Department of Internal Medicine, Division of Gastroenterology, University of Michigan Health System, Ann Arbor, Michigan 48109-0362, USA.

出版信息

J Mol Diagn. 2010 Sep;12(5):566-75. doi: 10.2353/jmoldx.2010.090107. Epub 2010 Aug 13.

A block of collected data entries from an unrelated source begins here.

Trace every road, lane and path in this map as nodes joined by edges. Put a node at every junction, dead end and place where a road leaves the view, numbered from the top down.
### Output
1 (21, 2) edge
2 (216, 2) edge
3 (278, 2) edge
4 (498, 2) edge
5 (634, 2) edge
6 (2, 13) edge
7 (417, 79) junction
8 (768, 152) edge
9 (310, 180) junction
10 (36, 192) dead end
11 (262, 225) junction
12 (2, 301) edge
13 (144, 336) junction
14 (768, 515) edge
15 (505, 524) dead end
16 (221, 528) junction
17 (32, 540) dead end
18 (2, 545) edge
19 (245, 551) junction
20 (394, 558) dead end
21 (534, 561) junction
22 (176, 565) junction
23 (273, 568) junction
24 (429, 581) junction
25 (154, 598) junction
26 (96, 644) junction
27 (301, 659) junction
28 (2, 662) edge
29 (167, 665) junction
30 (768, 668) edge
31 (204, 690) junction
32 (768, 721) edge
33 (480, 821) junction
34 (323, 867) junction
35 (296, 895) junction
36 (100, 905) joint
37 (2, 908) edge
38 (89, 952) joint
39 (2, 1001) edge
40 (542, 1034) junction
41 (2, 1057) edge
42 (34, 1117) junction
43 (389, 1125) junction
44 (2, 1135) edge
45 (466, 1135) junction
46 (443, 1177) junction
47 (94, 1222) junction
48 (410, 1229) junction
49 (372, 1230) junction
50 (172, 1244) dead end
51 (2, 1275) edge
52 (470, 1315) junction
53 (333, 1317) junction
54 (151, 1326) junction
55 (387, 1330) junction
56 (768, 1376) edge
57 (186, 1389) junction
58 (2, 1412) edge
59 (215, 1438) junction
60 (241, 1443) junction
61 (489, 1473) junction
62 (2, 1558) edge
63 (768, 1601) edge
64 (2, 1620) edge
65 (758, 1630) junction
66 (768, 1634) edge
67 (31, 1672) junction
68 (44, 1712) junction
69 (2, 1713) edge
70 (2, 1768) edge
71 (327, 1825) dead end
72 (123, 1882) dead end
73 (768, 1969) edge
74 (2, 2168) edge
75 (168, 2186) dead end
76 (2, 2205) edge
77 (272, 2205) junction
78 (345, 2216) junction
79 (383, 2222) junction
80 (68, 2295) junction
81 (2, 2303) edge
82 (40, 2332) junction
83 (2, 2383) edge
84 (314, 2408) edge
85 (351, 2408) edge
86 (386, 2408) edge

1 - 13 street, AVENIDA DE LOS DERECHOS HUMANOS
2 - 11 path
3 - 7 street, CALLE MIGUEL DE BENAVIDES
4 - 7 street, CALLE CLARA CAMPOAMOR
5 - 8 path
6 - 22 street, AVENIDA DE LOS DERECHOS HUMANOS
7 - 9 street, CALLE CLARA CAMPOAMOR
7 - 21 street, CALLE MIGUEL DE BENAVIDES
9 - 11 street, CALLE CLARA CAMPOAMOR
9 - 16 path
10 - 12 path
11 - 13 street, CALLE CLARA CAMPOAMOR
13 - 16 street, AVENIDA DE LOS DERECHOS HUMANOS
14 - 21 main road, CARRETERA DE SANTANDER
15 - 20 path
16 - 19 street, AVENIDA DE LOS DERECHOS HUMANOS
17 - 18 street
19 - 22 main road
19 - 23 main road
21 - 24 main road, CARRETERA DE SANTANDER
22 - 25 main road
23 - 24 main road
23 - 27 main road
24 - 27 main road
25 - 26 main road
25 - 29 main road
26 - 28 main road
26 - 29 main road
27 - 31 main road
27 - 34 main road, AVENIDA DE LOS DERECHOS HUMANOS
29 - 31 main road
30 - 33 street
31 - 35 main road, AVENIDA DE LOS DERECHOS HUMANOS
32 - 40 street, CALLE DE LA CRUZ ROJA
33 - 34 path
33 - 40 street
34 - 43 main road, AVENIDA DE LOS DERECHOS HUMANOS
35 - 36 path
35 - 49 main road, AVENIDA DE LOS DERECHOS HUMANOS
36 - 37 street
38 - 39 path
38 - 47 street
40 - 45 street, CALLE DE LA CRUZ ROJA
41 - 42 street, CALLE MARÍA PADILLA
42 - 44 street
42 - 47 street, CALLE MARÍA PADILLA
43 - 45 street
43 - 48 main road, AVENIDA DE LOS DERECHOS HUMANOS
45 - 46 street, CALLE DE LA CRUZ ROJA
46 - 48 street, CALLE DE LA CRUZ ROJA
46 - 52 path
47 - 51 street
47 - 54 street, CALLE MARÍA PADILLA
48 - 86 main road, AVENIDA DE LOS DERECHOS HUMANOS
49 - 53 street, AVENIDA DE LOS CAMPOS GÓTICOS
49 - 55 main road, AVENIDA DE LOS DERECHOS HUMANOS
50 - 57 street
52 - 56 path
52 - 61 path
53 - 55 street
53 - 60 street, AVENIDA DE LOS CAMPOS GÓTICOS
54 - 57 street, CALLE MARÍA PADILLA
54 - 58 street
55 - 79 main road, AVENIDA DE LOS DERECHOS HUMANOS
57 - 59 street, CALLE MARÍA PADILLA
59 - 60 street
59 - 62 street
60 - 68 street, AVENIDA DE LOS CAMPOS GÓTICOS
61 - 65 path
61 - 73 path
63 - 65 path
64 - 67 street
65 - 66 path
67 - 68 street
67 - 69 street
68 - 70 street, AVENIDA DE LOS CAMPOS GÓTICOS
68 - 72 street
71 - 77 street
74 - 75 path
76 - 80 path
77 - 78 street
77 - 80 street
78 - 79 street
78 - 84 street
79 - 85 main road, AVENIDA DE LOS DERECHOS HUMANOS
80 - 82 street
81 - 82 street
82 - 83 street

DOI:10.2353/jmoldx.2010.090107
PMID:20709792
原文链接:https://pmc.ncbi.nlm.nih.gov/articles/PMC2928420/
Abstract

BACKGROUND AND AIMS

Biomarker use for pancreatic cancer diagnosis has been impaired by a lack of samples suitable for reliable quantitative RT-PCR (qRT-PCR). Fine needle aspirates (FNAs) from pancreatic masses were studied to define potential causes of RNA degradation and develop methods for accurately measuring gene expression.

METHODS

Samples from 32 patients were studied. RNA degradation was assessed by using a multiplex PCR assay for varying lengths of glyceraldehyde-3-phosphate dehydrogenase, and effects on qRT-PCR were determined by using a 150-bp and a 80-bp amplicon for RPS6. Potential causes of and methods to circumvent RNA degradation were studied by using FNAs from a pancreatic cancer xenograft.

RESULTS

RNA extracted from pancreatic mass FNAs was extensively degraded. Fragmentation was related to needle bore diameter and could not be overcome by alterations in aspiration technique. Multiplex PCR for glyceraldehyde-3-phosphate dehydrogenase could distinguish samples that were suitable for qRT-PCR. The use of short PCR amplicons (<100 bp) provided reliable gene expression analysis from FNAs. When appropriate samples were used, the assay was highly reproducible for gene copy number with minimal (0.0003 or about 0.7% of total) variance.

CONCLUSIONS

The degraded properties of endoscopic FNAs markedly affect the accuracy of gene expression measurements. Our novel approach to designate specimens "informative" for qRT-PCR allowed accurate molecular assessment for the diagnosis of pancreatic diseases.

摘要

背景与目的

由于缺乏适合可靠定量 RT-PCR(qRT-PCR)的样本,生物标志物在胰腺癌诊断中的应用受到了限制。本研究旨在通过研究胰腺肿块的细针抽吸物(FNA)来确定 RNA 降解的潜在原因,并开发用于准确测量基因表达的方法。

方法

对 32 名患者的样本进行了研究。通过使用甘油醛-3-磷酸脱氢酶的多重 PCR 分析来评估 RNA 降解,通过使用 150-bp 和 80-bp RPS6 扩增子来确定 qRT-PCR 的影响。通过使用胰腺癌异种移植的 FNA 研究了 RNA 降解的潜在原因和规避方法。

结果

从胰腺肿块 FNA 中提取的 RNA 严重降解。片段化与针管直径有关,无法通过改变抽吸技术来克服。甘油醛-3-磷酸脱氢酶的多重 PCR 可区分适合 qRT-PCR 的样本。使用短的 PCR 扩增子(<100bp)可从 FNA 中进行可靠的基因表达分析。当使用适当的样本时,该测定对于基因拷贝数具有高度可重复性,方差最小(0.0003 或约总方差的 0.7%)。

结论

内镜 FNA 的降解特性显著影响基因表达测量的准确性。我们指定用于 qRT-PCR 的“信息性”样本的新方法允许对胰腺疾病的诊断进行准确的分子评估。